My B2B tech stack: How I use NotebookLM and Obsidian to close healthcare deals
Selling clinical software requires processing hours of meetings and dense PDFs. Here is the AI workflow I use to turn raw documents into lethal proposals.
Mario Inostroza
Selling B2B software in HealthTech isn’t about showing off a pretty dashboard. It’s about understanding incredibly complex workflows, like a molecular biology lab’s pipeline or the integration challenges of a legacy LIS (Laboratory Information System).
If you miss a key technical detail during a one-hour meeting with a medical director, you lose the deal. Taking manual notes just doesn’t scale anymore.
The unspoken truth of technical sales
The problem with B2B meetings is context density. The client throws their operational pains, health ministry regulations, and infrastructure complaints at you all at once.
Most sales teams jot down 5 generic bullet points in a CRM. The result is a standard commercial proposal that fails to resonate with the client’s actual pain. To compete and win, you need to mirror the client’s exact words back to them, structured as a technical solution.

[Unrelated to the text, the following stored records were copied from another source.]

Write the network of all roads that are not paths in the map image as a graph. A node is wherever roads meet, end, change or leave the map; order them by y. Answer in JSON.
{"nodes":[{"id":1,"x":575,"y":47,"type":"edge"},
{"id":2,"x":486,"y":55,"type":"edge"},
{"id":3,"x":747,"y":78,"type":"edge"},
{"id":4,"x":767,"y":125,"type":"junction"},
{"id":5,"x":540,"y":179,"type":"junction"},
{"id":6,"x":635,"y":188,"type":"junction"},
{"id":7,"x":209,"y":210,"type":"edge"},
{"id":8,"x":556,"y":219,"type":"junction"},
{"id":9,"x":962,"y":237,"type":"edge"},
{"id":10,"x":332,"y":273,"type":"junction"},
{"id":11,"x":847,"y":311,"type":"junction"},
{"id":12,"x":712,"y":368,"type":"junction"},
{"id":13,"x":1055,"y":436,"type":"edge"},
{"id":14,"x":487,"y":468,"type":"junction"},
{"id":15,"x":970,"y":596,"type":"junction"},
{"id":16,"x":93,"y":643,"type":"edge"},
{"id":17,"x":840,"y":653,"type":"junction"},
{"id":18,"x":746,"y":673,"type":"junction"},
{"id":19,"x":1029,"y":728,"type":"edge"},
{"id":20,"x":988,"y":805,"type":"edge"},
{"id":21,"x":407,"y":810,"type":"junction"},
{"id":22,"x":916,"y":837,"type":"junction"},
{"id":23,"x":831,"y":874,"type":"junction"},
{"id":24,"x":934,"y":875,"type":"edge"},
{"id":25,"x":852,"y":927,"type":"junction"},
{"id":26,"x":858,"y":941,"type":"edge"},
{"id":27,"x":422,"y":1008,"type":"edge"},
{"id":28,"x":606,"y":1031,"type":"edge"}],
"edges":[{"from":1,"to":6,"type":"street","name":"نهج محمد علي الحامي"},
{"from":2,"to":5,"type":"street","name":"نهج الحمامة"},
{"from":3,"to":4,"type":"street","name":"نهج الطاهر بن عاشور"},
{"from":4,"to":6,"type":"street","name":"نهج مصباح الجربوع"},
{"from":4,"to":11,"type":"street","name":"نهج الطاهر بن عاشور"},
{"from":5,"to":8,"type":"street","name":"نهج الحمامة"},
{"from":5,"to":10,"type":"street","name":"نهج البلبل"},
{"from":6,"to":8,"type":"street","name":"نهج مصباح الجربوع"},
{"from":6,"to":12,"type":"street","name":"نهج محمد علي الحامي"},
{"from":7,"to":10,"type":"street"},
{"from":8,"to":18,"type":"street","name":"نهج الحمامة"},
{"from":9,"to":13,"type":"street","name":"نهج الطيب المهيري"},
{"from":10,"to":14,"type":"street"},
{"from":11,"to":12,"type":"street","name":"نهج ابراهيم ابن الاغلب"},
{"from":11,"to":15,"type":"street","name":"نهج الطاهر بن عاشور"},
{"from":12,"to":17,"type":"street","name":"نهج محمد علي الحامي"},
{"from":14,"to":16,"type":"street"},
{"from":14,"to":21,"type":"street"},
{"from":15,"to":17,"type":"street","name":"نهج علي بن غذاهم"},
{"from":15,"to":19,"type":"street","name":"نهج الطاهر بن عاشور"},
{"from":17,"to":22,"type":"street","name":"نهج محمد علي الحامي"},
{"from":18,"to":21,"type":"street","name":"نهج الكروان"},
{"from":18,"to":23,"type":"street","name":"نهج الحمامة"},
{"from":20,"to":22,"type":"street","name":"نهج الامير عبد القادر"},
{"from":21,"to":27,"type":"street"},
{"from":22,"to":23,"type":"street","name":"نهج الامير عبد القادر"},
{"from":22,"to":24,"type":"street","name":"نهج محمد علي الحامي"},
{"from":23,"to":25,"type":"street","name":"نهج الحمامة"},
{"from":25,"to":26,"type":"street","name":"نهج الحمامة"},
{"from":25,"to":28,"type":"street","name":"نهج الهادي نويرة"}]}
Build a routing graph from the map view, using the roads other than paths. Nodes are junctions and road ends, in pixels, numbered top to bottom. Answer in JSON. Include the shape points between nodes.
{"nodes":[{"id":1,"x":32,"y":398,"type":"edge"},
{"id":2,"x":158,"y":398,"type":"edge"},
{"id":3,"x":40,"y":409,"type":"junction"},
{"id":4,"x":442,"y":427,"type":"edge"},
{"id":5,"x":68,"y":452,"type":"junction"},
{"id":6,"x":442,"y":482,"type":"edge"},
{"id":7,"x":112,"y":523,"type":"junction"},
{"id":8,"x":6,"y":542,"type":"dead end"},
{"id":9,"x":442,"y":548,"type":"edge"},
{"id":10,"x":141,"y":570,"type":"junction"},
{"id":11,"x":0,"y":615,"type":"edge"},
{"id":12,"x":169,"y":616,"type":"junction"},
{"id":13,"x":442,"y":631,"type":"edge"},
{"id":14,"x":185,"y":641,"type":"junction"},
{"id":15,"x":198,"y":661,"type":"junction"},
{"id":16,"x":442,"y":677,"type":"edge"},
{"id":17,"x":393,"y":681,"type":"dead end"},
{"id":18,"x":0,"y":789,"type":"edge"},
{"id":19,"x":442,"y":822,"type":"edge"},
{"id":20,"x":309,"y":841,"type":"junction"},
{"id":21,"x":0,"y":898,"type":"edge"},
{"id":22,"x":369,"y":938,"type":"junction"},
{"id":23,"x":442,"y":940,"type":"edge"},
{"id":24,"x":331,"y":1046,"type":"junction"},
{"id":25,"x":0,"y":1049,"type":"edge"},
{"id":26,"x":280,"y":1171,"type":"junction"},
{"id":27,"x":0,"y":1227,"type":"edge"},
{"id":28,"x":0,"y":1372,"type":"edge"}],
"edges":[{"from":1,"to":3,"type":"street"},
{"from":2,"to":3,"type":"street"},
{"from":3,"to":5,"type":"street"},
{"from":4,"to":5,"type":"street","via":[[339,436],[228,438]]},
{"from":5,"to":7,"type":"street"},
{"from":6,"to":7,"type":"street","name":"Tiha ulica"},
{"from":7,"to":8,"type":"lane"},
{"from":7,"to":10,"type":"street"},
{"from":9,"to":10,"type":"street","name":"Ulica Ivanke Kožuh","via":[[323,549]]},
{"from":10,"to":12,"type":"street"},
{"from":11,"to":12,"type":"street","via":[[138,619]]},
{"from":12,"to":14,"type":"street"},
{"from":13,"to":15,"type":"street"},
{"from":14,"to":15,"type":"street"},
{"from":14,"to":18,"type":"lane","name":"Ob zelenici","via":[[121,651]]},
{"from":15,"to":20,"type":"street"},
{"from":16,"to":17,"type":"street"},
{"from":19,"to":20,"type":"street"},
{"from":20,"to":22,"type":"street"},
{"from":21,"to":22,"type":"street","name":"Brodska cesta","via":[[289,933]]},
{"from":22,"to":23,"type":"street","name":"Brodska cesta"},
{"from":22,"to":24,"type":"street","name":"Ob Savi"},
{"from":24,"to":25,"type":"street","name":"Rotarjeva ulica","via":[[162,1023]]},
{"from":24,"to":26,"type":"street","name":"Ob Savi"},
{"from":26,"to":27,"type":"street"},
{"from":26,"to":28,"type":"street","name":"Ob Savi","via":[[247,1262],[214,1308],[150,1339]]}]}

The System: NotebookLM + Obsidian + Engram
To scale this as a technical founder, I built a context-processing pipeline. When I prospect labs or clinics for Examya, I follow this exact structure:
1. Raw document overload: Clients rarely just tell you their problem. They send you an email with three PDFs, the legacy flow of their systems, and you walk out of the meeting with a page of dense notes full of medical acronyms.
2. NotebookLM as a semantic engine: I create a “Notebook” per prospect in Google NotebookLM and upload everything there (documents, my notes, PDFs). NotebookLM acts as an isolated brain specialized only in that client. Instead of reading 100 pages of manuals, I ask it: “What are the top 3 technical bottlenecks in their current scheduling flow?” or “Generate a commercial brochure outline targeting their specific pain points.”
3. Obsidian + Engram as permanent memory: This is where the magic happens. NotebookLM generates the tactical intelligence, but I move the key insights, proposal structures, and architectural decisions into my Obsidian Vault. And thanks to Engram (the persistent memory system created by Alan Buscaglia), all of that is vectorized into my local system.
The gotcha: Context isolation
At first, I only used NotebookLM, but I noticed a bug in my own process: NotebookLM is amnesic across projects. If Lab A tells me about a problem with an HL7 format, and Lab B has the exact same issue, NotebookLM won’t cross-reference the data.
That’s why the extraction to Obsidian and Engram is critical. Engram allows me to centralize patterns. So, the next time a client mentions “HL7”, my Engram already has the solution architecture ready for an agent to inject into the new proposal.
Zoom out: The Solopreneur Superpower
With this stack, a small team (or a solopreneur) can operate with the force of an entire Sales Engineering department.
You arrive at the second meeting with a hyper-personalized visual brochure, precise architecture diagrams, and a proposal that directly attacks pain points the client barely mentioned in passing. That commercial agility is your unfair advantage against massive medical software corporations that take weeks to send a standardized quote.
What’s next
The next step is automating the transition. Currently, I run the query in NotebookLM and manually move the insights to Obsidian. I am evaluating an agent layer (with Cotocha) so that simply dropping a PDF or note file into a folder triggers the agent to extract the B2B pain points and generate the brochure outline directly in my Vault.